Supplied records START

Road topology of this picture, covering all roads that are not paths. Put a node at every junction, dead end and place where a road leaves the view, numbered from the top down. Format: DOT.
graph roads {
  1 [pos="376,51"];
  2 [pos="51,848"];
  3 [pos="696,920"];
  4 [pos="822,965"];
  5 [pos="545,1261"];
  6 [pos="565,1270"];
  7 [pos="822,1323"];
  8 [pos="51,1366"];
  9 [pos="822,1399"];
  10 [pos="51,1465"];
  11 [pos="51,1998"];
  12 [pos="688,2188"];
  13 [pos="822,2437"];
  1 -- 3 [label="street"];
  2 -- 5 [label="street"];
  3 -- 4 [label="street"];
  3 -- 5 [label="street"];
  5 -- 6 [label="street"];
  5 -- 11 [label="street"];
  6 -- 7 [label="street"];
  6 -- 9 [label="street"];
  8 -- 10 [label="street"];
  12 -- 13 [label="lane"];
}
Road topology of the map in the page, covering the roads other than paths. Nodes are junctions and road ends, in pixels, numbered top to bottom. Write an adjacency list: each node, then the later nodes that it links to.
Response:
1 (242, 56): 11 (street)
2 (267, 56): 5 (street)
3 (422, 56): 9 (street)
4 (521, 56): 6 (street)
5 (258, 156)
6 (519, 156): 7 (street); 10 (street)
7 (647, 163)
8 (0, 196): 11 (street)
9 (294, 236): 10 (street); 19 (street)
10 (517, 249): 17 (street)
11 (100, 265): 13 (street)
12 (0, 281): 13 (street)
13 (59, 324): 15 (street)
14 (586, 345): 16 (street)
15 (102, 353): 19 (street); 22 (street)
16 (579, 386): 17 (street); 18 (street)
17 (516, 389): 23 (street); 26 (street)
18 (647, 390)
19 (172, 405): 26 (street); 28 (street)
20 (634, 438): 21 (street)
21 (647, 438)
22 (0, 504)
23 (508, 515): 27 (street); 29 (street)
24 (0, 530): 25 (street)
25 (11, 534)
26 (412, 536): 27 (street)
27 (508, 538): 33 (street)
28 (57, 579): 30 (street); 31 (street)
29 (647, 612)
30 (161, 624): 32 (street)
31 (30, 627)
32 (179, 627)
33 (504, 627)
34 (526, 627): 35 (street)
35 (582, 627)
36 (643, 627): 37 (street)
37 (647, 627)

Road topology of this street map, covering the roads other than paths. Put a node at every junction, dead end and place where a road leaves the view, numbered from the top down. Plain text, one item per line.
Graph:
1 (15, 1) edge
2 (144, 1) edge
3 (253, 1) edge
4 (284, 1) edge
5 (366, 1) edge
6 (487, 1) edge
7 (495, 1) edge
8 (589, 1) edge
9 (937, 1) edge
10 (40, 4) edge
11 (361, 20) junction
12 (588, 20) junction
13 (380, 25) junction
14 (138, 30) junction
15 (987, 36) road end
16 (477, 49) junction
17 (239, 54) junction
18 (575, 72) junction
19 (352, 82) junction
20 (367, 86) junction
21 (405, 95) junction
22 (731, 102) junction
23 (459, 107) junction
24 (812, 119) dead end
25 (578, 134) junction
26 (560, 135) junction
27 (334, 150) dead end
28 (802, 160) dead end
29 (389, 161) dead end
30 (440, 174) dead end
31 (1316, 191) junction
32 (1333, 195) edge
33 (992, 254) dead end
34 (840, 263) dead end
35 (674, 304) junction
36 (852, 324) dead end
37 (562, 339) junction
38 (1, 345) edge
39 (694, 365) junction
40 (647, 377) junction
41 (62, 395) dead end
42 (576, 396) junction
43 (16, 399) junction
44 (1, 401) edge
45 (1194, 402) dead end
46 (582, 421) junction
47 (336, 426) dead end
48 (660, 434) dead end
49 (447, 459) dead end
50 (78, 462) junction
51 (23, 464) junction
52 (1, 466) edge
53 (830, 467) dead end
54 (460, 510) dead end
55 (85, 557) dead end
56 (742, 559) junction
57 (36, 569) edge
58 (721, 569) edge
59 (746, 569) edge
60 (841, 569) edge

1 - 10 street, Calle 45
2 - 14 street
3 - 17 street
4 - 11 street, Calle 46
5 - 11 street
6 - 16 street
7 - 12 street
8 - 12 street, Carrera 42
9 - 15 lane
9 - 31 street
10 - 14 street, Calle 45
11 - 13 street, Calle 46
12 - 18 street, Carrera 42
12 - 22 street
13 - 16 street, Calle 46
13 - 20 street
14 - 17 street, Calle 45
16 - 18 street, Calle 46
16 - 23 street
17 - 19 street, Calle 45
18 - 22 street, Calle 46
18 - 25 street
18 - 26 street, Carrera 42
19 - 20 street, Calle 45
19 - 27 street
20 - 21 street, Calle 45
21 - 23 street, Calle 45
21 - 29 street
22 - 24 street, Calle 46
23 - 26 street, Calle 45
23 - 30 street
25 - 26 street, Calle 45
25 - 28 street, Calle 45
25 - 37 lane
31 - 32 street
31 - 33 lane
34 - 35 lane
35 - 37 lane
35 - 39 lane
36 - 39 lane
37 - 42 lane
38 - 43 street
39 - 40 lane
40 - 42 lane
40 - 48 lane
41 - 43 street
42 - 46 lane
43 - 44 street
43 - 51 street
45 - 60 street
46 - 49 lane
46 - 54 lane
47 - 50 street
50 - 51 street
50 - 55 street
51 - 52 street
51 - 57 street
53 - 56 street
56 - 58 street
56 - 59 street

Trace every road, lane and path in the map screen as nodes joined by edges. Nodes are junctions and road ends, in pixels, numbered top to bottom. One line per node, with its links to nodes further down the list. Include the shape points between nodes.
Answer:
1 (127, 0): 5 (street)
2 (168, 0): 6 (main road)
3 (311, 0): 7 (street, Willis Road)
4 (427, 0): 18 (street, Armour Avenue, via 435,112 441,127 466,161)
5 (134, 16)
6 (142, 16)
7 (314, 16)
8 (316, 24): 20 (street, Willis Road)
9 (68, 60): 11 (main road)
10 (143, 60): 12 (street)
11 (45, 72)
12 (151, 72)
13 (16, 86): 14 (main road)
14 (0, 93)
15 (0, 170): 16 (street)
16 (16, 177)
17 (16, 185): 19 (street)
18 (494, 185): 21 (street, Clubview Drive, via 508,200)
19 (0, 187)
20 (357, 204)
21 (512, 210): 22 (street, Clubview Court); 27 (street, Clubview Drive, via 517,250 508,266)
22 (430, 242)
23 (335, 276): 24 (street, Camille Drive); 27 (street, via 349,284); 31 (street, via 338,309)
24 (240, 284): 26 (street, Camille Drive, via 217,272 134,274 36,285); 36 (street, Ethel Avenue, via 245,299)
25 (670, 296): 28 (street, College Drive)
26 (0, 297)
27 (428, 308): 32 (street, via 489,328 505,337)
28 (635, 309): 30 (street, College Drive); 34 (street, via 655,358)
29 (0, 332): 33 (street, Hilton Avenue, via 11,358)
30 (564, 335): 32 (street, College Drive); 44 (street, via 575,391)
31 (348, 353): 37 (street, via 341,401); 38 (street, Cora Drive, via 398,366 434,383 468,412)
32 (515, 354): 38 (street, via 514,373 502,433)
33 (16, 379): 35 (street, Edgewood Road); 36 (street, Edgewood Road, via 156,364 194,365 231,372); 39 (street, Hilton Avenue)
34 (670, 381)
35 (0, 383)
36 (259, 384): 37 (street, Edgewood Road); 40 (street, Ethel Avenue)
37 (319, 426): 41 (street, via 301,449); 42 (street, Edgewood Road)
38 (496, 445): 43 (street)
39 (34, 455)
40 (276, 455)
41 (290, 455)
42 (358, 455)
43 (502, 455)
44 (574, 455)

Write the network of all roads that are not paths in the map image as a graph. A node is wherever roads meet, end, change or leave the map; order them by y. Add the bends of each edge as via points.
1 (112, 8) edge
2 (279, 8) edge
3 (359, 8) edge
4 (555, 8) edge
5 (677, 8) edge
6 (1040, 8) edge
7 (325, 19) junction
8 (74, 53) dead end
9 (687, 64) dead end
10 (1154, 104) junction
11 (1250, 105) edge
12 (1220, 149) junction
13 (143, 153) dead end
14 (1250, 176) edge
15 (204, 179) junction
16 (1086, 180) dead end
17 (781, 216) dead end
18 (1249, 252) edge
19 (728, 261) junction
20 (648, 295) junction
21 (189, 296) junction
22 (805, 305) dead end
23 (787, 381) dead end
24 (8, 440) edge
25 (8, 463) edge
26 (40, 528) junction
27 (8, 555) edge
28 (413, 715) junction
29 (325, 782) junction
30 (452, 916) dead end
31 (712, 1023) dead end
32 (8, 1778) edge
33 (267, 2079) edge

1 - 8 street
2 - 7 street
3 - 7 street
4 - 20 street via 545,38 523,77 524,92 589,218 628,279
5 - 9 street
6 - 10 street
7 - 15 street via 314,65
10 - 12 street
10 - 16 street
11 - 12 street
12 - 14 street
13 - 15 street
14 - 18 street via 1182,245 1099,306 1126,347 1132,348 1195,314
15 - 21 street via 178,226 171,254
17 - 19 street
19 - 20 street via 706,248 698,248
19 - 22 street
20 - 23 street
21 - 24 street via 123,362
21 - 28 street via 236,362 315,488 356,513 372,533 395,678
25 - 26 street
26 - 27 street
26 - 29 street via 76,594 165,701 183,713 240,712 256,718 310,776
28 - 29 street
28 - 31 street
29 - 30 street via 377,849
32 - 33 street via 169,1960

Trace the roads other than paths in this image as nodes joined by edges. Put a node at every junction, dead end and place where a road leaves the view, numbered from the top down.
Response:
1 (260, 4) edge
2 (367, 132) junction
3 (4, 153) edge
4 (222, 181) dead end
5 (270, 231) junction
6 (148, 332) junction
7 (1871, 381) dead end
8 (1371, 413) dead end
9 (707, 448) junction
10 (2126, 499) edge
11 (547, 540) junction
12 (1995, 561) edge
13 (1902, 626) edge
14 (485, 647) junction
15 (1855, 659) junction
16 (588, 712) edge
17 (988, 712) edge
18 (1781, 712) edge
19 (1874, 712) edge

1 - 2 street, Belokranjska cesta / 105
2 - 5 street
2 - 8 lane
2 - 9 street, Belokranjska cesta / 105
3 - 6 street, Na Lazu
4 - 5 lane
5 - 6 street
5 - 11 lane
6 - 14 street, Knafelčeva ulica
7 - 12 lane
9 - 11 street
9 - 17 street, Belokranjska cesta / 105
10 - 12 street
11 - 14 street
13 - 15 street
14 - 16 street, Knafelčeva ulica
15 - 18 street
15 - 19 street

Supplied records END

The problem: Copy every line in the entries above that has the string "Edgewood" in it.

Finished exercise:
33 (16, 379): 35 (street, Edgewood Road); 36 (street, Edgewood Road, via 156,364 194,365 231,372); 39 (street, Hilton Avenue)
36 (259, 384): 37 (street, Edgewood Road); 40 (street, Ethel Avenue)
37 (319, 426): 41 (street, via 301,449); 42 (street, Edgewood Road)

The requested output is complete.